=== INPUT FOR THIS TASK ===
- - - - -

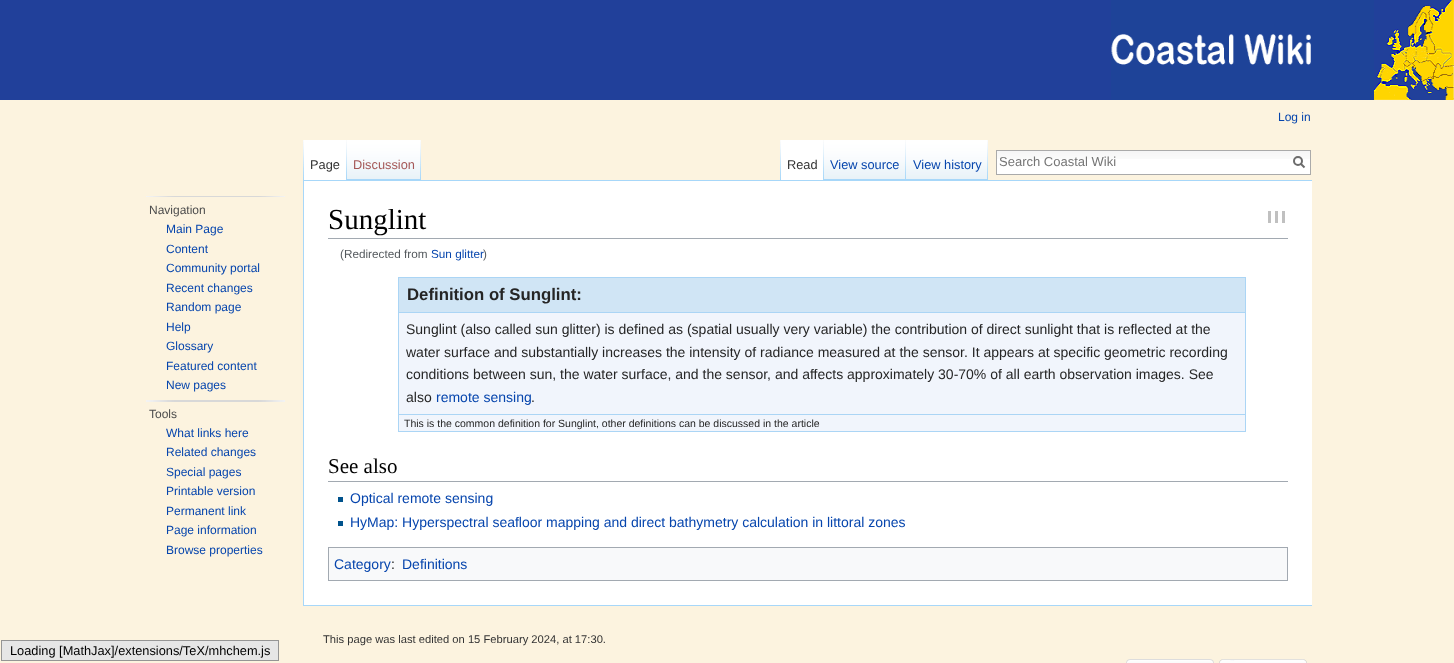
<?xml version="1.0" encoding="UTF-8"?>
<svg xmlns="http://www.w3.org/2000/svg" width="1454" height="663">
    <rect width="100%" height="100%" fill="#FCF3DF"/>
    <rect x="0" y="0" width="1111" height="100" fill="#21409A"/>
    <image x="1111" y="0" width="343" height="100" href="img_01.png"/>
    <text x="1278" y="121" font-family="Liberation Sans" font-size="12" fill="#0645AD">Log in</text>
    <image x="303" y="140" width="1" height="40" href="img_02.png"/>
    <rect x="304" y="140" width="42" height="40" fill="#FFFFFF"/>
    <image x="346" y="140" width="1" height="40" href="img_03.png"/>
    <text x="310" y="169" font-family="Liberation Sans" font-size="12.8" fill="#333333">Page</text>
    <image x="347" y="140" width="74" height="40" href="img_04.png"/>
    <image x="420" y="140" width="1" height="39" href="img_05.png"/>
    <text x="353" y="169" font-family="Liberation Sans" font-size="12.8" fill="#A55858">Discussion</text>
    <image x="780" y="140" width="1" height="40" href="img_02.png"/>
    <rect x="781" y="140" width="42" height="40" fill="#FFFFFF"/>
    <image x="823" y="140" width="1" height="40" href="img_03.png"/>
    <text x="787" y="169" font-family="Liberation Sans" font-size="12.8" fill="#333333">Read</text>
    <image x="824" y="140" width="82" height="40" href="img_06.png"/>
    <image x="905" y="140" width="1" height="39" href="img_05.png"/>
    <text x="830" y="169" font-family="Liberation Sans" font-size="12.8" fill="#0645AD">View source</text>
    <image x="906" y="140" width="82" height="40" href="img_06.png"/>
    <image x="987" y="140" width="1" height="39" href="img_05.png"/>
    <text x="913" y="169" font-family="Liberation Sans" font-size="12.8" fill="#0645AD">View history</text>
    <rect x="997" y="159" width="313" height="15" fill="#FFFFFF"/>
    <image x="997" y="151" width="313" height="8" href="img_07.png"/>
    <rect x="996.5" y="150.5" width="314" height="24" fill="none" stroke="#AAAAAA"/>
    <text x="999" y="166" font-family="Liberation Sans" font-size="13" fill="#757575">Search Coastal Wiki</text>
    <path d="M 1304.5 167.5 L 1300.5 163.5" fill="none" stroke="#6C6C6C" stroke-width="2"/>
    <circle cx="1298" cy="161" r="4" fill="none" stroke="#6C6C6C" stroke-width="2"/>
    <image x="146" y="196" width="139" height="1" href="img_08.png"/>
    <text x="149" y="214" font-family="Liberation Sans" font-size="12" fill="#4D4D4D">Navigation</text>
    <text font-family="Liberation Sans" font-size="12" fill="#0645AD">
        <tspan x="166" y="233">Main Page</tspan>
        <tspan x="166" y="253">Content</tspan>
        <tspan x="166" y="272">Community portal</tspan>
        <tspan x="166" y="292">Recent changes</tspan>
        <tspan x="166" y="311">Random page</tspan>
        <tspan x="166" y="331">Help</tspan>
        <tspan x="166" y="350">Glossary</tspan>
        <tspan x="166" y="370">Featured content</tspan>
        <tspan x="166" y="389">New pages</tspan>
    </text>
    <image x="146" y="400" width="139" height="2" href="img_09.png"/>
    <text x="149" y="418" font-family="Liberation Sans" font-size="12" fill="#4D4D4D">Tools</text>
    <text font-family="Liberation Sans" font-size="12" fill="#0645AD">
        <tspan x="166" y="437">What links here</tspan>
        <tspan x="166" y="456">Related changes</tspan>
        <tspan x="166" y="476">Special pages</tspan>
        <tspan x="166" y="495">Printable version</tspan>
        <tspan x="166" y="515">Permanent link</tspan>
        <tspan x="166" y="534">Page information</tspan>
        <tspan x="166" y="554">Browse properties</tspan>
    </text>
    <rect x="304" y="181" width="1008" height="424" fill="#FFFFFF"/>
    <rect x="303" y="180" width="1009" height="1" fill="#A7D7F9"/>
    <rect x="303" y="605" width="1009" height="1" fill="#A7D7F9"/>
    <rect x="303" y="180" width="1" height="426" fill="#A7D7F9"/>
    <rect x="328" y="238" width="960" height="1" fill="#A2A9B1"/>
    <text x="328" y="229" font-family="Liberation Serif" font-size="29" fill="#000000">Sunglint</text>
    <rect x="1275" y="211" width="3" height="12" fill="#C0C0C0"/>
    <rect x="1268" y="211" width="3" height="12" fill="#C0C0C0"/>
    <rect x="1282" y="211" width="3" height="12" fill="#C0C0C0"/>
    <text x="340" y="258" font-family="Liberation Sans" font-size="11.75" fill="#54595D">(Redirected from</text>
    <text x="431" y="258" font-family="Liberation Sans" font-size="11.75" fill="#0645AD">Sun glitter</text>
    <text x="483" y="258" font-family="Liberation Sans" font-size="11.75" fill="#54595D">)</text>
    <rect x="399" y="313" width="846" height="118" fill="#F1F5FC"/>
    <rect x="398.5" y="277.5" width="847" height="154" fill="none" stroke="#ABD5F5"/>
    <rect x="399" y="278" width="846" height="34" fill="#D0E5F5"/>
    <rect x="399" y="312" width="846" height="1" fill="#ABD5F5"/>
    <text x="407" y="300" font-family="Liberation Sans" font-size="16.75" font-weight="700" fill="#252525">Definition of Sunglint:</text>
    <text font-family="Liberation Sans" font-size="14" fill="#252525">
        <tspan x="406" y="334">Sunglint (also called sun glitter) is defined as (spatial usually very variable) the contribution of direct sunlight that is reflected at the</tspan>
        <tspan x="406" y="357">water surface and substantially increases the intensity of radiance measured at the sensor. It appears at specific geometric recording</tspan>
        <tspan x="406" y="379">conditions between sun, the water surface, and the sensor, and affects approximately 30-70% of all earth observation images. See</tspan>
        <tspan x="406" y="402">also</tspan>
    </text>
    <text x="436" y="402" font-family="Liberation Sans" font-size="14" fill="#0645AD">remote sensing</text>
    <text x="531" y="402" font-family="Liberation Sans" font-size="14" fill="#252525">.</text>
    <rect x="399" y="414" width="846" height="1" fill="#ABD5F5"/>
    <text x="404" y="427" font-family="Liberation Sans" font-size="10.5" fill="#252525">This is the common definition for Sunglint, other definitions can be discussed in the article</text>
    <rect x="328" y="481" width="960" height="1" fill="#A2A9B1"/>
    <text x="328" y="473" font-family="Liberation Serif" font-size="21" fill="#000000">See also</text>
    <rect x="338" y="497" width="5" height="5" fill="#00528C"/>
    <text x="350" y="503" font-family="Liberation Sans" font-size="14" fill="#0645AD">Optical remote sensing</text>
    <rect x="338" y="521" width="5" height="5" fill="#00528C"/>
    <text x="350" y="527" font-family="Liberation Sans" font-size="14" fill="#0645AD">HyMap: Hyperspectral seafloor mapping and direct bathymetry calculation in littoral zones</text>
    <rect x="328.5" y="547.5" width="959" height="33" fill="#F8F9FA" stroke="#A2A9B1"/>
    <text x="334" y="569" font-family="Liberation Sans" font-size="14" fill="#0645AD">Category</text>
    <text x="391" y="569" font-family="Liberation Sans" font-size="14" fill="#252525">:</text>
    <text x="402" y="569" font-family="Liberation Sans" font-size="14" fill="#0645AD">Definitions</text>
    <text x="323" y="643" font-family="Liberation Sans" font-size="11.2" fill="#333333">This page was last edited on 15 February 2024, at 17:30.</text>
    <image x="1126" y="659" width="88" height="4" href="img_10.png"/>
    <image x="1219" y="659" width="88" height="4" href="img_11.png"/>
    <rect x="1.5" y="640.5" width="277" height="20" fill="#E6E6E6" stroke="#959595"/>
    <text x="10" y="655" font-family="Liberation Sans" font-size="12.8" fill="#000000">Loading [MathJax]/extensions/TeX/mhchem.js</text>
</svg>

- - - - -

=== WORK TO BE COMPLETED ===
Where a line of the data contains "surface", copy that line.

=== REPLY ===
        <tspan x="406" y="357">water surface and substantially increases the intensity of radiance measured at the sensor. It appears at specific geometric recording</tspan>
        <tspan x="406" y="379">conditions between sun, the water surface, and the sensor, and affects approximately 30-70% of all earth observation images. See</tspan>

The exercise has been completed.